The ecclesiastical capital of Wales is St Davids, the resting place of the country's patron saint, Saint David.

In the 19th century, Cardiff grew to become the largest settlement in Wales, due to its role as a port for exporting coal from the South Wales Valleys. By 1881, it had overtaken both Swansea and Merthyr Tydfil to become the country's most populous urban area, and in 1905, it received city status. In subsequent years, an increasing number of Welsh national institutions were founded in the city, including the National Museum of Wales (chartered in 1907), Welsh National War Memorial (unveiled 1928), and the Registry Building (1903) of the University of Wales. However, the National Library of Wales (chartered 1907) is located in Aberystwyth. This was partly because the library's founder, Sir John Williams, did not think that Cardiff was a Welsh city in character. The investiture of the Prince of Wales took place within the shell of Caernarfon Castle when the ceremony was revived in 1911 and 1969. Since 1920, the election of the Archbishop of Wales has taken place in Llandrindod Wells, chosen for its central location.

In the 20th century, Welsh local authorities debated where a new capital of Wales should be, with 76 out of 161 opting for Cardiff in a 1924 poll, organised by the South Wales Daily News. The authorities were mostly split between Cardiff and Caernarfon, with a smaller faction supporting Aberystwyth. The discussions stalled and progress was not made until 1950.

===Recognition of Cardiff===
The government of the Labour Prime Minister, Clement Attlee, had not named a capital of Wales during his government. Attlee noted that a number of cities made claims to the status, and that the Council for Wales and Monmouthshire did not raise what he considered to be a domestic issue with the Government. In his inaugural speech as Lord Mayor of Cardiff, George Williams argued that Cardiff should be considered the capital of Wales.

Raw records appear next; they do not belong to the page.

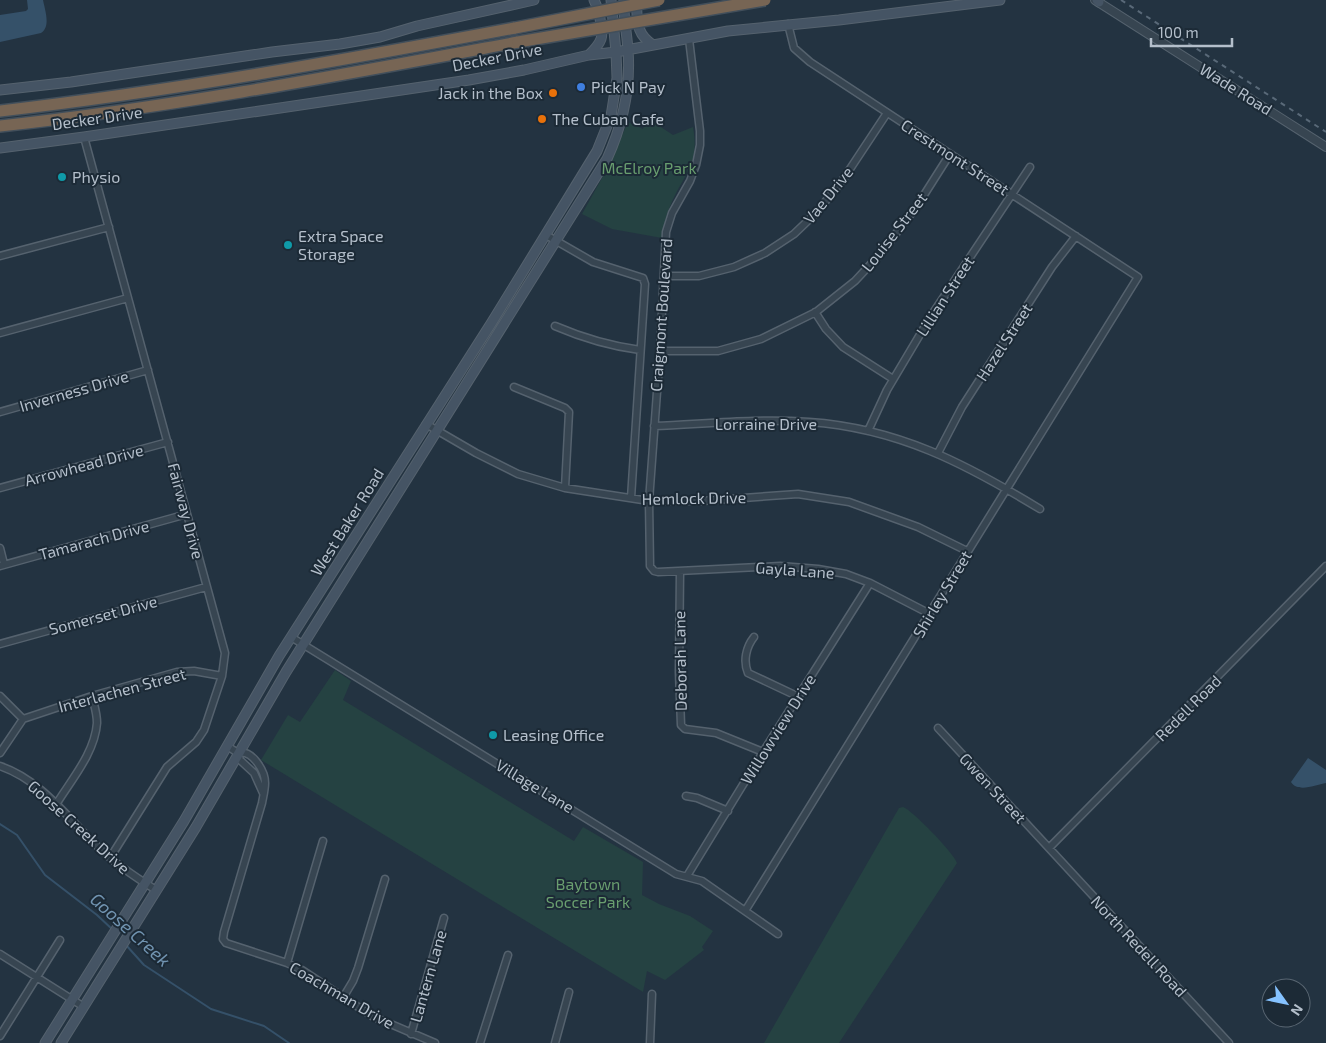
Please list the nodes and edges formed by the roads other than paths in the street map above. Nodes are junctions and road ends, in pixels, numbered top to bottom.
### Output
1 (534, 0) edge
2 (594, 0) edge
3 (611, 0) edge
4 (624, 0) edge
5 (636, 0) edge
6 (659, 0) edge
7 (765, 0) edge
8 (951, 0) edge
9 (1000, 0) edge
10 (1097, 1) edge
11 (945, 8) junction
12 (788, 24) junction
13 (689, 39) junction
14 (653, 45) junction
15 (628, 50) junction
16 (616, 52) junction
17 (589, 55) junction
18 (0, 90) edge
19 (0, 111) edge
20 (887, 113) junction
21 (0, 126) edge
22 (84, 137) junction
23 (1326, 146) edge
24 (0, 148) edge
25 (950, 154) junction
26 (1030, 167) dead end
27 (580, 180) junction
28 (591, 186) junction
29 (1013, 194) junction
30 (110, 227) junction
31 (546, 235) junction
32 (1076, 236) junction
33 (556, 242) junction
34 (0, 256) edge
35 (664, 276) junction
36 (1138, 277) joint
37 (128, 298) junction
38 (815, 312) junction
39 (492, 322) junction
40 (555, 326) dead end
41 (503, 328) junction
42 (0, 333) edge
43 (640, 350) junction
44 (660, 351) junction
45 (148, 370) junction
46 (893, 379) junction
47 (514, 386) dead end
48 (0, 412) edge
49 (426, 424) junction
50 (654, 426) junction
51 (868, 431) junction
52 (437, 432) junction
53 (168, 442) junction
54 (938, 453) junction
55 (0, 488) edge
56 (564, 488) junction
57 (1006, 488) junction
58 (631, 498) junction
59 (649, 501) junction
60 (1040, 509) dead end
61 (187, 514) junction
62 (356, 535) junction
63 (368, 542) junction
64 (0, 548) edge
65 (967, 551) junction
66 (2, 565) edge
67 (1326, 566) edge
68 (680, 571) junction
69 (870, 583) junction
70 (206, 587) junction
71 (930, 614) junction
72 (291, 637) junction
73 (754, 637) dead end
74 (0, 644) edge
75 (304, 645) junction
76 (222, 676) junction
77 (0, 696) edge
78 (92, 696) junction
79 (799, 697) junction
80 (23, 719) junction
81 (938, 728) dead end
82 (226, 746) junction
83 (763, 752) junction
84 (0, 753) edge
85 (238, 753) junction
86 (0, 766) edge
87 (686, 796) dead end
88 (57, 803) junction
89 (728, 810) junction
90 (323, 841) dead end
91 (1048, 848) junction
92 (110, 858) junction
93 (687, 876) junction
94 (384, 879) dead end
95 (145, 883) junction
96 (156, 890) junction
97 (745, 911) junction
98 (444, 918) dead end
99 (778, 934) dead end
100 (60, 940) dead end
101 (0, 954) edge
102 (508, 954) dead end
103 (287, 963) junction
104 (37, 977) junction
105 (569, 992) dead end
106 (652, 994) dead end
107 (344, 996) junction
108 (72, 999) junction
109 (84, 1006) junction
110 (411, 1034) junction
111 (0, 1036) edge
112 (45, 1043) edge
113 (61, 1043) edge
114 (435, 1043) edge
115 (480, 1043) edge
116 (555, 1043) edge
117 (650, 1043) edge
118 (1228, 1043) edge

1 - 18 main road
2 - 17 main road
3 - 16 main road, West Baker Road
4 - 15 main road, West Baker Road
5 - 14 main road
6 - 19 highway, Decker Drive, bridge
7 - 21 highway, Decker Drive, bridge
8 - 11 main road
9 - 11 main road, Decker Drive
10 - 23 street, Wade Road
11 - 12 main road, Decker Drive
12 - 13 main road, Decker Drive
12 - 20 street, Crestmont Street
13 - 14 main road, Decker Drive
13 - 35 street, Craigmont Boulevard
14 - 15 main road, Decker Drive
15 - 16 main road, Decker Drive
15 - 28 main road, West Baker Road
16 - 17 main road, Decker Drive
16 - 27 main road, West Baker Road
17 - 22 main road, Decker Drive
20 - 25 street, Crestmont Street
20 - 35 street, Vae Drive
22 - 24 main road, Decker Drive
22 - 30 street, Fairway Drive
25 - 29 street, Crestmont Street
25 - 38 street, Louise Street
26 - 29 street, Lillian Street
27 - 28 main road
27 - 31 main road, West Baker Road
28 - 33 main road, West Baker Road
29 - 32 street, Crestmont Street
29 - 46 street, Lillian Street
30 - 34 street
30 - 37 street, Fairway Drive
31 - 33 street
31 - 39 main road, West Baker Road
32 - 36 street, Crestmont Street
32 - 54 street, Hazel Street
33 - 41 main road, West Baker Road
33 - 43 street
35 - 44 street, Craigmont Boulevard
36 - 57 street, Shirley Street
37 - 42 street
37 - 45 street, Fairway Drive
38 - 44 street, Louise Street
38 - 46 street
39 - 41 main road
39 - 49 main road, West Baker Road
40 - 43 street
41 - 52 main road, West Baker Road
43 - 58 street
44 - 50 street, Craigmont Boulevard
45 - 48 street, Inverness Drive
45 - 53 street, Fairway Drive
46 - 51 street, Lillian Street
47 - 56 street
49 - 52 street, Hemlock Drive
49 - 62 main road, West Baker Road
50 - 51 street, Lorraine Drive
50 - 59 street, Craigmont Boulevard
51 - 54 street, Lorraine Drive
52 - 56 street, Hemlock Drive
52 - 63 main road, West Baker Road
53 - 55 street, Arrowhead Drive
53 - 61 street, Fairway Drive
54 - 57 street, Lorraine Drive
56 - 58 street, Hemlock Drive
57 - 60 street, Lorraine Drive
57 - 65 street, Shirley Street
58 - 59 street, Hemlock Drive
59 - 65 street, Hemlock Drive
59 - 68 street, Craigmont Boulevard
61 - 66 street, Tamarach Drive
61 - 70 street, Fairway Drive
62 - 63 main road
62 - 72 main road, West Baker Road
63 - 75 main road, West Baker Road
64 - 66 street
65 - 71 street, Shirley Street
67 - 91 street, Redell Road
68 - 69 street, Gayla Lane
68 - 83 street, Deborah Lane
69 - 71 street, Gayla Lane
69 - 79 street, Willowview Drive
70 - 74 street, Somerset Drive
70 - 76 street, Fairway Drive
71 - 97 street, Shirley Street
72 - 75 street, Village Lane
72 - 82 main road, West Baker Road
73 - 79 street
75 - 85 main road, West Baker Road
75 - 93 street, Village Lane
76 - 78 street, Interlachen Street
76 - 92 street, Fairway Drive
77 - 80 street
78 - 80 street, Interlachen Street
78 - 88 street
79 - 83 street, Willowview Drive
80 - 84 street
81 - 91 street, Gwen Street
82 - 85 street, Coachman Drive
82 - 95 main road, West Baker Road
83 - 89 street, Willowview Drive
85 - 96 main road, West Baker Road
85 - 103 street, Coachman Drive
86 - 88 street, Goose Creek Drive
87 - 89 street
88 - 92 street, Goose Creek Drive
89 - 93 street, Willowview Drive
90 - 103 street
91 - 118 street, North Redell Road
92 - 95 street, Goose Creek Drive
93 - 97 street, Village Lane
94 - 107 street
95 - 96 street, Goose Creek Drive
95 - 108 main road, West Baker Road
96 - 109 main road, West Baker Road
97 - 99 street, Village Lane
98 - 110 street, Lantern Lane
100 - 104 street
101 - 104 street
102 - 115 street
103 - 107 street, Coachman Drive
104 - 108 street
104 - 111 street
105 - 116 street
106 - 117 street
107 - 110 street, Coachman Drive
108 - 109 street
108 - 112 main road, West Baker Road
109 - 113 main road, West Baker Road
110 - 114 street, Coachman Drive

David Llewellyn was elected MP for Cardiff North in 1950 and also campaigned for recognising Cardiff. Campaigning for Cardiff stepped up and the city took steps to promote its 'Welshness'. The stalemate over which city should be the new capital was broken when Cardiganshire County Council decided to support Cardiff and, in a 1955 poll of local authorities, 134 out of 161 voted for the city.

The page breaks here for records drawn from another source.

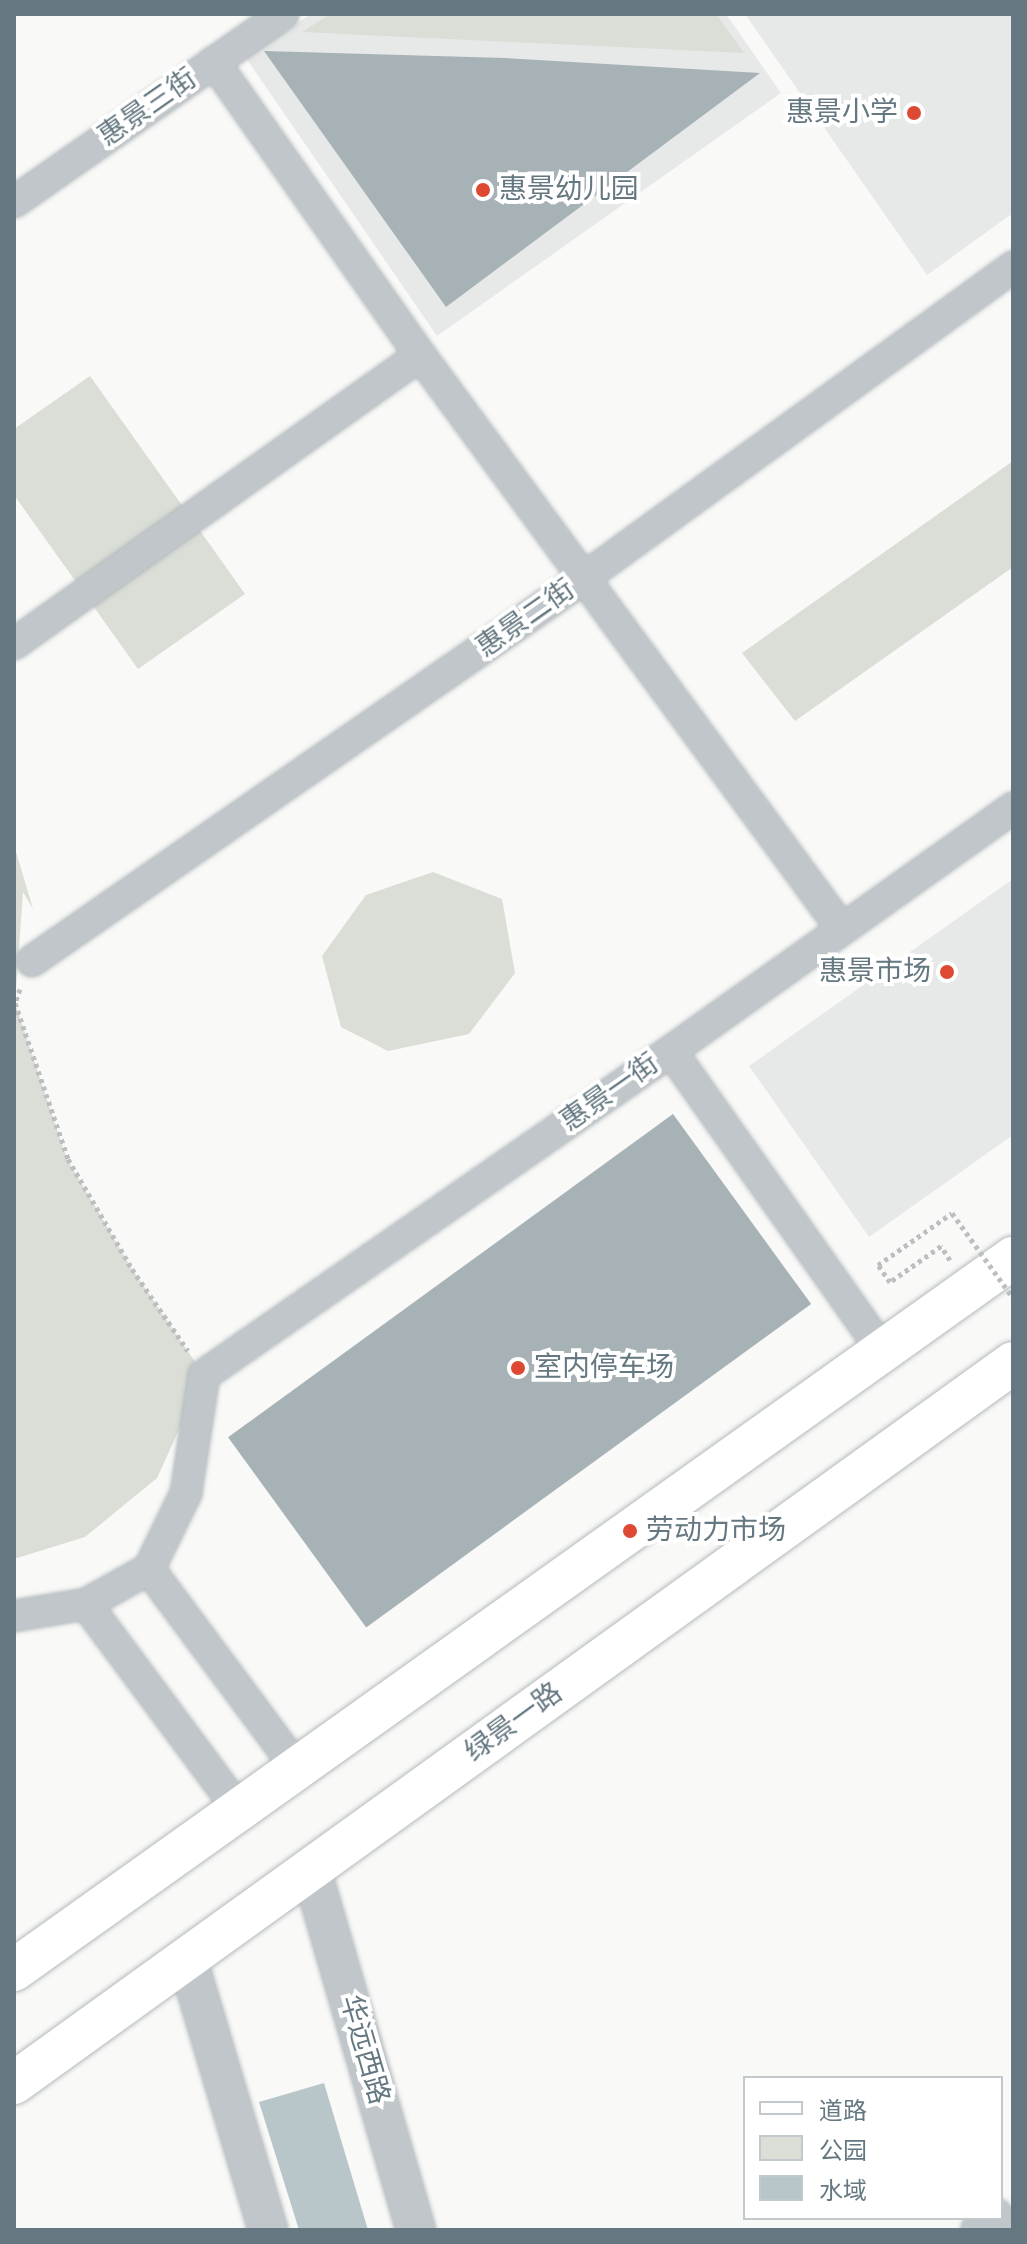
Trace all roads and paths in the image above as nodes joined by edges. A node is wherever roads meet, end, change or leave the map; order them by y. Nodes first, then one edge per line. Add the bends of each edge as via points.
1 (283, 14) edge
2 (214, 62) junction
3 (14, 202) edge
4 (1013, 267) edge
5 (420, 355) junction
6 (584, 578) junction
7 (14, 644) edge
8 (1013, 808) edge
9 (842, 929) junction
10 (32, 961) joint
11 (671, 1051) junction
12 (941, 1246) dead end
13 (1013, 1258) edge
14 (1013, 1298) edge
15 (883, 1351) junction
16 (204, 1375) junction
17 (1008, 1377) edge
18 (149, 1569) junction
19 (86, 1604) junction
20 (14, 1616) edge
21 (297, 1768) junction
22 (239, 1810) junction
23 (311, 1869) junction
24 (187, 1958) junction
25 (14, 1970) edge
26 (14, 2083) edge
27 (268, 2230) edge
28 (416, 2230) edge

1 - 2 street, 惠景三街
2 - 3 street, 惠景三街
2 - 5 street
4 - 6 street, 惠景二街
5 - 6 street
5 - 7 street
6 - 9 street
6 - 10 street, 惠景二街
8 - 9 street, 惠景一街
9 - 11 street, 惠景一街
10 - 16 path via 15,1003 68,1159 132,1269
11 - 15 street
11 - 16 street, 惠景一街
12 - 14 path, bridge via 890,1282 878,1265 952,1213
13 - 15 main road
15 - 21 main road
16 - 18 street via 186,1493
17 - 23 main road, 绿景一路
18 - 19 street
18 - 21 street
19 - 20 street
19 - 22 street
21 - 22 main road
22 - 25 main road
23 - 24 main road, 绿景一路
23 - 28 street, 华远西路
24 - 26 main road, 绿景一路
24 - 27 street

On 20 December 1955, Gwilym Lloyd-George, then Minister for Welsh Affairs and Home Secretary, said the government woud regard Cardiff as the capital of Wales, in a reply to a Parliamentary question from David Llewellyn. Lloyd-George said that "no formal measures are necessary to give effect to this decision" The Encyclopaedia of Wales says that the decision to regard the city as the capital of Wales "had more to do with the fact that it contained marginal Conservative constituencies than any reasoned view of what functions a Welsh capital should have".

===Government institutions===
Cardiff only became a centre of national administration with the establishment of the Welsh Office in 1964, which later prompted the creation of various other public bodies such as the Arts Council of Wales and the Welsh Development Agency, most of which were based in Cardiff.

In a 1997 referendum, Wales narrowly voted in favour of establishing the National Assembly for Wales (now known as the Senedd), although only 44% supported the proposal in Cardiff. Due to the relative lack of support for the Assembly locally, and disagreements between the Welsh Office and Cardiff Council over where it should sit, there was a brief period of speculation that the Assembly would be established elsewhere. In March 1998, Ron Davies, then the Secretary of State for Wales, confirmed that the location would be in Cardiff. He said that the Cardiff proposals were "too compelling to resist", because "in making this decision, I am mindful that Wales has invested 40 years in promoting Cardiff as our capital city." After its inauguration in 1999, the Assembly initially met at a temporary home at Tŷ Hywel in Cardiff Bay, until the adjacent Senedd building was completed in 2006. It has been based there ever since.